# AFSCME De-Endorses Dean HA!



## mpd61 (Aug 7, 2002)

Gotta love the Union.........

Way to show unwavering support eh? The AP reports that Gerald McEntee is worried about the impact of Dean's ailing campaign on the union. So he's withdrawing the AFSCME endorsement.
 
AFSCME spokeswoman Roberta Heine said _"they discussed the future of the campaign and they reaffirmed their commitment to beating George Bush."_

Who the F*ck is they? probably not the rank and file. My phone never rang and I got no e-mail lately. Maybe they should write-in Gore for another chance, the lame fools!
:lol:


----------



## Irish Wampanoag (Apr 6, 2003)

mpd61 said:


> Gotta love the Union.........
> 
> Way to show unwavering support eh? The AP reports that Gerald McEntee is worried about the impact of Dean's ailing campaign on the union. So he's withdrawing the AFSCME endorsement.
> 
> ...


MPD61,
Does this surprise you about AFSCME. They are about as loyal as Siegfried and Roy's white tigar.
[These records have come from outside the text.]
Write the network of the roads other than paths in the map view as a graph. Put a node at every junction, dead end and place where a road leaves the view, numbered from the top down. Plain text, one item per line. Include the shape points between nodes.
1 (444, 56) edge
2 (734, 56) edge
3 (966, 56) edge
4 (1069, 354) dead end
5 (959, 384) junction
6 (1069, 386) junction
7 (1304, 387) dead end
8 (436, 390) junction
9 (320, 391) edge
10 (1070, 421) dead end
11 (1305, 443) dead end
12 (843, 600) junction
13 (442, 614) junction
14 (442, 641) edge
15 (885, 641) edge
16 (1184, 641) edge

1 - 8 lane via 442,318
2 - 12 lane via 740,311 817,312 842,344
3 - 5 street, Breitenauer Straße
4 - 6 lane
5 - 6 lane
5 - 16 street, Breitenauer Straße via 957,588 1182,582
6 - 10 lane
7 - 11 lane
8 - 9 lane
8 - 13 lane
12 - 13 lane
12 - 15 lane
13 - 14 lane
The union should keep their mouth shut until there is a clear front runner. :sb:


----------



## MVS (Jul 2, 2003)

Great, A union with no balls.... They can't even stand behind their political endorsement because he "might" lose.

Hope they back their members better than that... "Well Joe, we tha' Union do agree with yous guys, but since it doesn't look like you'll win tha' case on a new contract, we have to withdraw our assistance."


----------